**WHAT IS BEING ASKED:** Only lines with the word "Interparke" belong in the answer; copy them from the records below.

↓

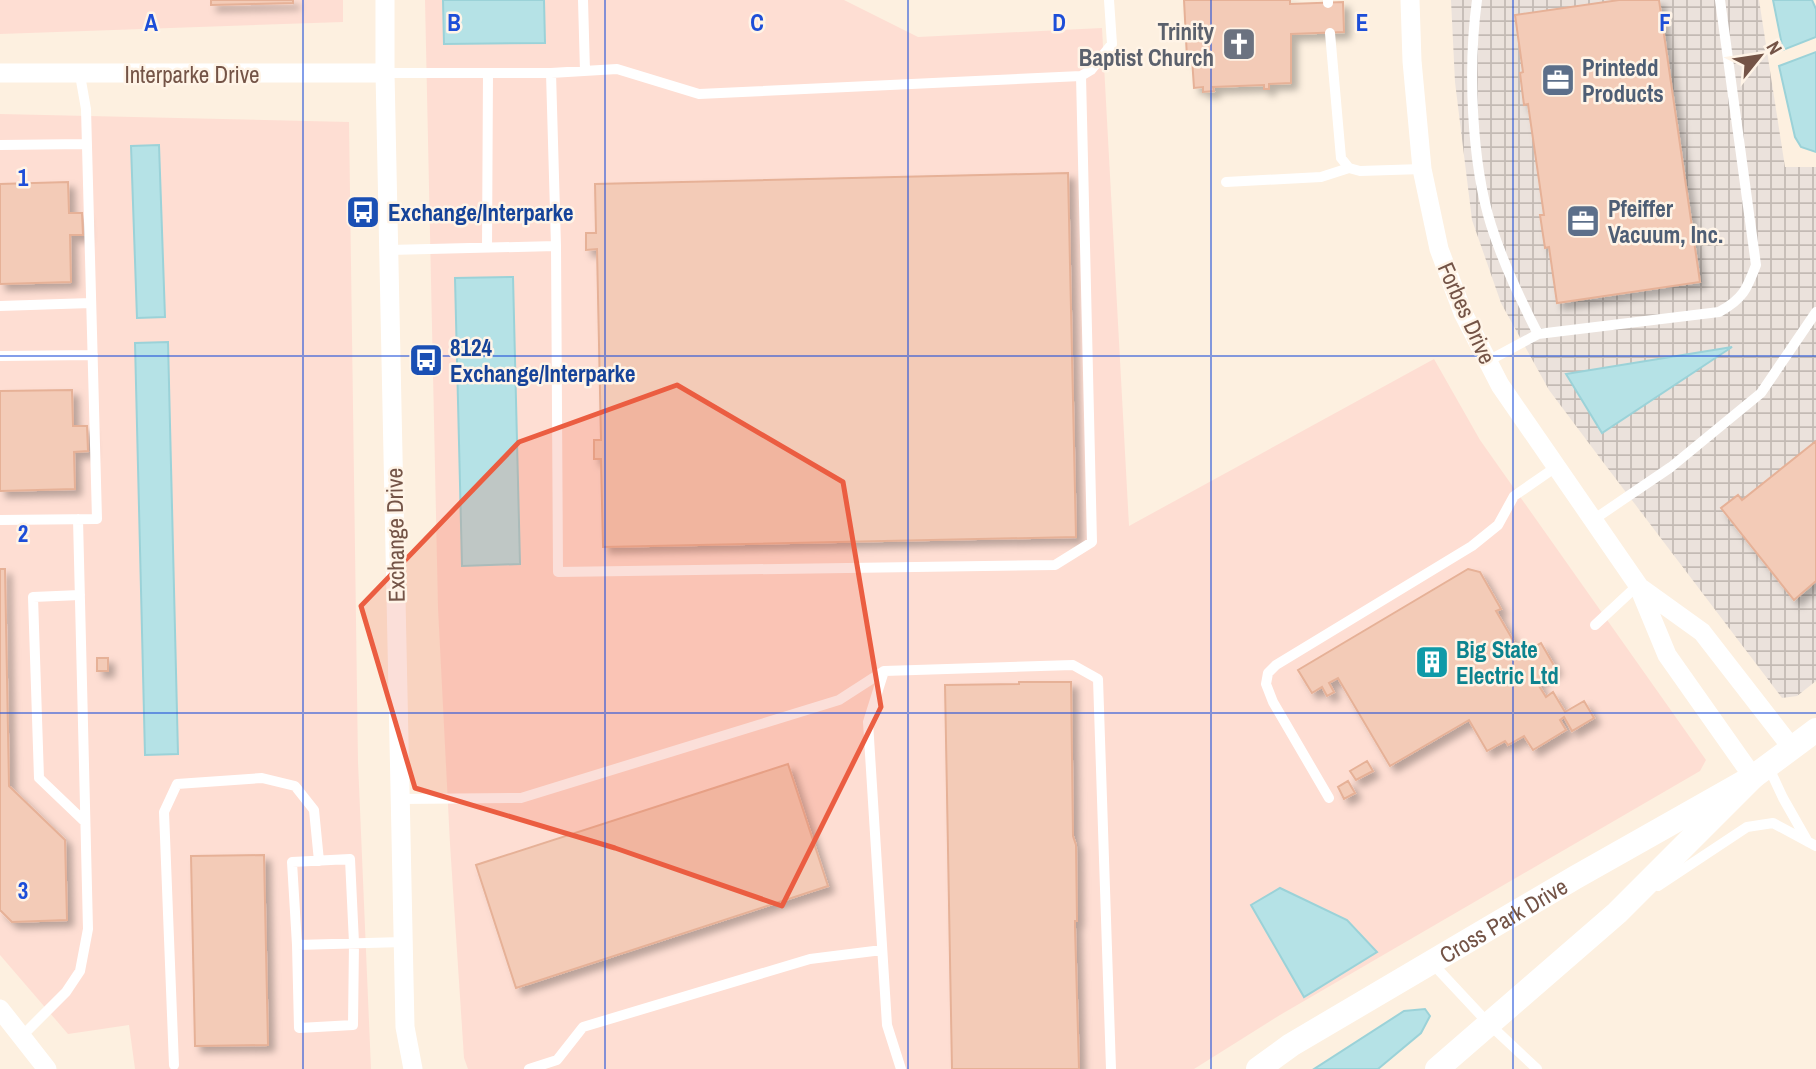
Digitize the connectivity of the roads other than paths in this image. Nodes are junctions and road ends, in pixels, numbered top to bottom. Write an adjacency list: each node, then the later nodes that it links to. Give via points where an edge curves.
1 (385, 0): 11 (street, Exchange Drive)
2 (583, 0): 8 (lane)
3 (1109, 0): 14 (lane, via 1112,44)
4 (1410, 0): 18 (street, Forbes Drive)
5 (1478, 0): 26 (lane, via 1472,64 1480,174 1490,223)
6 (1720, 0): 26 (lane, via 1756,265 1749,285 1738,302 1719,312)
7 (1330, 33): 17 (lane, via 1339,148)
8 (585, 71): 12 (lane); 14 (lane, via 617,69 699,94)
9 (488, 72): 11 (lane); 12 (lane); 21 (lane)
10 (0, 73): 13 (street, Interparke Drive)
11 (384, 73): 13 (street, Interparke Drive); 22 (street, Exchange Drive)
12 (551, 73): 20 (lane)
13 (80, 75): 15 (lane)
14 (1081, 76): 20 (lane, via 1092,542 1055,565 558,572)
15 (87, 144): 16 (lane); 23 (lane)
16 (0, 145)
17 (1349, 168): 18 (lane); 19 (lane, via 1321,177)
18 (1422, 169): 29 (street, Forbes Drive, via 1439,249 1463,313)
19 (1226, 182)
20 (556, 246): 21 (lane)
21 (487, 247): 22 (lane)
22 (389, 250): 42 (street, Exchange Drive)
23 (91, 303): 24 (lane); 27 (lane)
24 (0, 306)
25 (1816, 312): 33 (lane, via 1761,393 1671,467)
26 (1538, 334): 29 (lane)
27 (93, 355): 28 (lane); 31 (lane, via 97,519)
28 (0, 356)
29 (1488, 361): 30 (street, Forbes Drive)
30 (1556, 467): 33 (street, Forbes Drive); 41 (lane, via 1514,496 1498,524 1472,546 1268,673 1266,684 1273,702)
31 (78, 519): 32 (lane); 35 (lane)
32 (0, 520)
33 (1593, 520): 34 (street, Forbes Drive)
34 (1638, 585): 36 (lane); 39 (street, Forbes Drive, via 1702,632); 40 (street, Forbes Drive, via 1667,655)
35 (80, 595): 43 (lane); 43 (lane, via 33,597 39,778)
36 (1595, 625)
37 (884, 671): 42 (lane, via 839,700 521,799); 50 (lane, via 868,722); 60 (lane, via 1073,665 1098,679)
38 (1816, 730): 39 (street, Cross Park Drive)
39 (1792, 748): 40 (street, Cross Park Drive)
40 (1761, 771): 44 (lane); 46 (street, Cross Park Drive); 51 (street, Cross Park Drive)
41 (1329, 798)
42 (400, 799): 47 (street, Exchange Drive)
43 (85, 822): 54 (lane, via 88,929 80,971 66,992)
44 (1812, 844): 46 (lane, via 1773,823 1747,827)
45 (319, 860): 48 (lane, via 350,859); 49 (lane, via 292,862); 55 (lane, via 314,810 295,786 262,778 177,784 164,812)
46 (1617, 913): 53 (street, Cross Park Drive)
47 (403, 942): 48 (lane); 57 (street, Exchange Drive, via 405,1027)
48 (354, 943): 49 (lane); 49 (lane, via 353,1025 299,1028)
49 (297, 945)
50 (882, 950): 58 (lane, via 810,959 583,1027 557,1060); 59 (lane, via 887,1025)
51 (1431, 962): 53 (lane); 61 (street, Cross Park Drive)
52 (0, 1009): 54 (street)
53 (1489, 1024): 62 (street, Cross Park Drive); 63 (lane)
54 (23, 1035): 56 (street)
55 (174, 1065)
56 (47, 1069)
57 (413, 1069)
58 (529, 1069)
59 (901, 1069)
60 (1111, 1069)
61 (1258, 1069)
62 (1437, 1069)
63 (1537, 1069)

↑

**EXERCISE SOLUTION:**
10 (0, 73): 13 (street, Interparke Drive)
11 (384, 73): 13 (street, Interparke Drive); 22 (street, Exchange Drive)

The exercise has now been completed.